■ **Exercise goal**: Pictures are not part of the copy. Reproduce all the records exactly.

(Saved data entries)
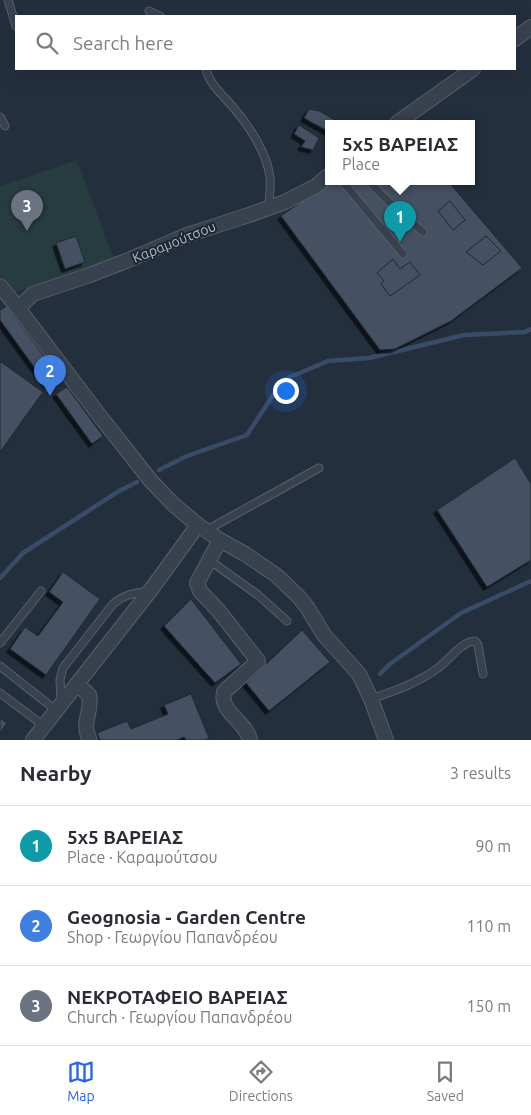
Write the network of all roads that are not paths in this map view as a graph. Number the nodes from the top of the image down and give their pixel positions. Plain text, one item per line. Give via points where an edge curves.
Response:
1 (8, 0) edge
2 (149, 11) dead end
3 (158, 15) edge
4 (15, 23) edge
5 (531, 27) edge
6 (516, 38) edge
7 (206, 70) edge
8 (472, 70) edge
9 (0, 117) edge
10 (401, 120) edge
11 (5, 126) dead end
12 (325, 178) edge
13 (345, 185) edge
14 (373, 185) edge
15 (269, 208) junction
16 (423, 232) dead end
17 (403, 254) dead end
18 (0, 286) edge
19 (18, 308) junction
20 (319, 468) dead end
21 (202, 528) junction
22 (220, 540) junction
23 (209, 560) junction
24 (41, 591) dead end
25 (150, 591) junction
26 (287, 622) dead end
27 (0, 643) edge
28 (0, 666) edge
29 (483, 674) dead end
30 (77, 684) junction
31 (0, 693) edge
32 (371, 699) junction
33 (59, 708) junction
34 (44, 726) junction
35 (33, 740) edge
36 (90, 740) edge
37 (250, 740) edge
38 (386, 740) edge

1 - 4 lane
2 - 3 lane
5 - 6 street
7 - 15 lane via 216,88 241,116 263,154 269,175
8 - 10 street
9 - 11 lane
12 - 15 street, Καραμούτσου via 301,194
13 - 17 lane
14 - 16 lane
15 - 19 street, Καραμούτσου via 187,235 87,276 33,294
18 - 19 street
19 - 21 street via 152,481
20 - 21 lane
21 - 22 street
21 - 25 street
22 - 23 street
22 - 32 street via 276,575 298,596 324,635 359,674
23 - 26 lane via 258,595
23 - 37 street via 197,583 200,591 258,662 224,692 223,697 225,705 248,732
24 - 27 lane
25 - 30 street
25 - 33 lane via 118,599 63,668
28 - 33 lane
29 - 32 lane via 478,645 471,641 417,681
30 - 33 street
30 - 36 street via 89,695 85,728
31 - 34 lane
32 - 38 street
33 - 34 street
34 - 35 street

■ **Task output**:
Write the network of all roads that are not paths in this map view as a graph. Number the nodes from the top of the image down and give their pixel positions. Plain text, one item per line. Give via points where an edge curves.
Response:
1 (8, 0) edge
2 (149, 11) dead end
3 (158, 15) edge
4 (15, 23) edge
5 (531, 27) edge
6 (516, 38) edge
7 (206, 70) edge
8 (472, 70) edge
9 (0, 117) edge
10 (401, 120) edge
11 (5, 126) dead end
12 (325, 178) edge
13 (345, 185) edge
14 (373, 185) edge
15 (269, 208) junction
16 (423, 232) dead end
17 (403, 254) dead end
18 (0, 286) edge
19 (18, 308) junction
20 (319, 468) dead end
21 (202, 528) junction
22 (220, 540) junction
23 (209, 560) junction
24 (41, 591) dead end
25 (150, 591) junction
26 (287, 622) dead end
27 (0, 643) edge
28 (0, 666) edge
29 (483, 674) dead end
30 (77, 684) junction
31 (0, 693) edge
32 (371, 699) junction
33 (59, 708) junction
34 (44, 726) junction
35 (33, 740) edge
36 (90, 740) edge
37 (250, 740) edge
38 (386, 740) edge

1 - 4 lane
2 - 3 lane
5 - 6 street
7 - 15 lane via 216,88 241,116 263,154 269,175
8 - 10 street
9 - 11 lane
12 - 15 street, Καραμούτσου via 301,194
13 - 17 lane
14 - 16 lane
15 - 19 street, Καραμούτσου via 187,235 87,276 33,294
18 - 19 street
19 - 21 street via 152,481
20 - 21 lane
21 - 22 street
21 - 25 street
22 - 23 street
22 - 32 street via 276,575 298,596 324,635 359,674
23 - 26 lane via 258,595
23 - 37 street via 197,583 200,591 258,662 224,692 223,697 225,705 248,732
24 - 27 lane
25 - 30 street
25 - 33 lane via 118,599 63,668
28 - 33 lane
29 - 32 lane via 478,645 471,641 417,681
30 - 33 street
30 - 36 street via 89,695 85,728
31 - 34 lane
32 - 38 street
33 - 34 street
34 - 35 street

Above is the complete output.